Welche Verhaltensweisen von Führungskräften führen dazu, dass die Gesundheit der Mitarbeiter gefährdet sein könnte?

Wir waren in der Lage, immerhin 884 Beschäftigte, über die wir alle diese Informationen einholen konnten, über zehn Jahre zu begleiten, und konnten somit anhand statistischer Verfahren und unter Kontrolle verschiedener möglicher störender Einflüsse zeigen: Wenn es Mitarbeitern an Unterstützung bei Schwierigkeiten sowie Anerkennung und Feedback mangelt, bewerten sie ihre Gesundheit sowohl zu Beginn der Untersuchung wie auch zehn Jahre später deutlich schlechter als die Referenzgruppe, die diese Probleme nicht hatte. Hierbei ist nochmals darauf hinzuweisen, dass wir für eine Vielzahl von Faktoren, die Gesundheit und Stress beeinflussen, kontrollieren konnten. Wir konnten in diesem komplexen Zusammenhangsgeflecht zeigen, dass Mitarbeiter, die von ihren Vorgesetzten keine Unterstützung erfahren haben, eine mehr als doppelt so hohes Risiko haben, nach zehn Jahren ihre Gesundheit deutlich schlechter zu bewerten, als wiederum die Vergleichsgruppe. Dabei ist allerdings davon auszugehen, dass insbesondere das Erleben von Arbeitsstress eine mögliche moderierende Rolle spielt, wie auch schon vorher in der Forschung gezeigt wurde. Allerdings veränderten sich unsere Ergebnisse kaum, nachdem wir den erlebten Arbeitsstress einrechneten, was wiederum für einen Effekt des Führungsverhaltens spricht.

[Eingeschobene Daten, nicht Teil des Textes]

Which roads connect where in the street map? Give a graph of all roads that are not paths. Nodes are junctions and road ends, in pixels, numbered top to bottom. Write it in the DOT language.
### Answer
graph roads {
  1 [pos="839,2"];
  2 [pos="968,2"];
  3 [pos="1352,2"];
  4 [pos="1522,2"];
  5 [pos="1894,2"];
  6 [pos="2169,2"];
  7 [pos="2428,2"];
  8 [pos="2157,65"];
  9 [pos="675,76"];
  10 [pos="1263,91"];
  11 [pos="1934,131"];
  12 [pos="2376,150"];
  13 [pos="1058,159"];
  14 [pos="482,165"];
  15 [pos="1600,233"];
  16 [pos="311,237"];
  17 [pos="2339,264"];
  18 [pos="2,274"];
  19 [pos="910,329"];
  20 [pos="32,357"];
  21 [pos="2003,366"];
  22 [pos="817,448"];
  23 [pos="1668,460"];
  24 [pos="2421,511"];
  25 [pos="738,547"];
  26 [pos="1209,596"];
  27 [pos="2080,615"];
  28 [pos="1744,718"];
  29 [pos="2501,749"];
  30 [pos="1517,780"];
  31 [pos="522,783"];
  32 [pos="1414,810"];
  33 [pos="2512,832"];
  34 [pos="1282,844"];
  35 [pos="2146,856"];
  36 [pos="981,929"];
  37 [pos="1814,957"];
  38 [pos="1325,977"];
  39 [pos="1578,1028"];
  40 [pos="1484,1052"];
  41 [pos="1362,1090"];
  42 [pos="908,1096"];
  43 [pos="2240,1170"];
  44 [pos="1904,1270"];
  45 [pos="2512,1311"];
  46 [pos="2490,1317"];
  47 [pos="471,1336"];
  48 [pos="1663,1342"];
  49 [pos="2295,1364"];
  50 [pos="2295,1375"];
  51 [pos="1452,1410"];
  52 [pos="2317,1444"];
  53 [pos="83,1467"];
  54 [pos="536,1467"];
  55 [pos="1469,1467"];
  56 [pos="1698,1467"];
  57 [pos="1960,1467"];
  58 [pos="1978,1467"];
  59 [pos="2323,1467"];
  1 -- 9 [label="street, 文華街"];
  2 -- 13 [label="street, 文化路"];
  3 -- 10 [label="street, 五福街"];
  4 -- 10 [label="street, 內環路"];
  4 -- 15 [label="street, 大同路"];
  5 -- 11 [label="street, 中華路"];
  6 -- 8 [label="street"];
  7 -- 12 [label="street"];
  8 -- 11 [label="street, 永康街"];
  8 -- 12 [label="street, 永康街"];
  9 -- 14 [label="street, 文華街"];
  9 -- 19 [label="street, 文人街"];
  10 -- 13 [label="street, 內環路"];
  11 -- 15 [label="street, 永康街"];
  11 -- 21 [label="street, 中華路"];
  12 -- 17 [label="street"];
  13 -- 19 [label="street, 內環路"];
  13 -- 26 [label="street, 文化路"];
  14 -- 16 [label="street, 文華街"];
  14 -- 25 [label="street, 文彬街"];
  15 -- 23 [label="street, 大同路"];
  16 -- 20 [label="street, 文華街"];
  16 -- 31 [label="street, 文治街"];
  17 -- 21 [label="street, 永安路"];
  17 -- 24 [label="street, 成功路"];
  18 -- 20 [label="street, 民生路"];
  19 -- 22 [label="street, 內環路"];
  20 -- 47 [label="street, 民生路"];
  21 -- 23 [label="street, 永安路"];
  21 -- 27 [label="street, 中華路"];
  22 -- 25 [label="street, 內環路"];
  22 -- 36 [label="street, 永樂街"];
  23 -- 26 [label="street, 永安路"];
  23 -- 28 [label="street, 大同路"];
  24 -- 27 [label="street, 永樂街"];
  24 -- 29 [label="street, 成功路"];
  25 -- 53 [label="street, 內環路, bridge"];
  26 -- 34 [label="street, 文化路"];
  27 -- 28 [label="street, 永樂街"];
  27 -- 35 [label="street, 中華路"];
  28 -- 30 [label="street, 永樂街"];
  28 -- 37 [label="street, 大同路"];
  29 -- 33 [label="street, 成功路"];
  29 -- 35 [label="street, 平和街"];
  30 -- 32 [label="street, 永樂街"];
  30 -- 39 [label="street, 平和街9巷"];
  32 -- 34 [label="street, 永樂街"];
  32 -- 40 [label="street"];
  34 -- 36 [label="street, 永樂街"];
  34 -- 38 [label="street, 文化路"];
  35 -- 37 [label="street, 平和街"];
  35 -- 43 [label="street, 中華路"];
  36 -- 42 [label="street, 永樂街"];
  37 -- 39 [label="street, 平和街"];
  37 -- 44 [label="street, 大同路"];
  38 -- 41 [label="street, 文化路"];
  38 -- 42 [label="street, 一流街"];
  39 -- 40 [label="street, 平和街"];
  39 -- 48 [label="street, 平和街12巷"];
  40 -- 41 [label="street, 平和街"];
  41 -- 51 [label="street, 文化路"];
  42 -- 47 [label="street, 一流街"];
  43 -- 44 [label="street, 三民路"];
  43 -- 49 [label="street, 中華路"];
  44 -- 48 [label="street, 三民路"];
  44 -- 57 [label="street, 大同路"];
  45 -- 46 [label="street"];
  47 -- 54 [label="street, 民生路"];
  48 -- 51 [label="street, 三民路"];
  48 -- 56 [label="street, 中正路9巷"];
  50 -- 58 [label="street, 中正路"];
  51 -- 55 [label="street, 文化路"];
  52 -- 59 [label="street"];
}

Gibt es Unterschiede zwischen Männern und Frauen?

Unsere Studie deutet darauf hin, dass dieser Effekt vor allem bei Männern auftritt, aber hier sollte mit großer Vorsicht argumentiert werden. In der Forschung zu Führungsverhalten, Stress und Gesundheit gibt es häufig eine Selektionsverzerrung, d. h. die Studienpopulationen sind beispielsweise stark männlich oder weiblich besetzt, das beeinflusst natürlich die Ergebnisse. So bestand unsere Studienpopulation zu 61 Prozent aus Männern, was eine gewisse Tendenz vermuten lässt.

Was bedeuten die Ergebnisse Ihrer Studie für Unternehmen?

Moderne, innovative Unternehmen haben längst verstanden, dass Leistungsmotivation und Gesundheit von Mitarbeitern zwei Seiten derselben Medaille sind. Unterstützendes Führungsverhalten, dass Mitarbeitern Rückmeldung, Interaktion und Anerkennung für gute Arbeit liefert, trägt unseres Erachtens maßgeblich zur Gesundheit der Mitarbeiter bei und somit zu deren Motivation und Zufriedenheit. Und an diesen Merkmalen hängen für Unternehmen wesentliche Wettbewerbsfaktoren wie Innovation, geringerer Turnover (also Verlust von High Potentials an die Konkurrenz), ein gutes Image beim Personal-Recruiting – in Zeiten des Fachkräftemangels entscheidend –, höhere Einsatzbereitschaft der Belegschaft und natürlich auch geringere Kosten durch kranke Mitarbeiter.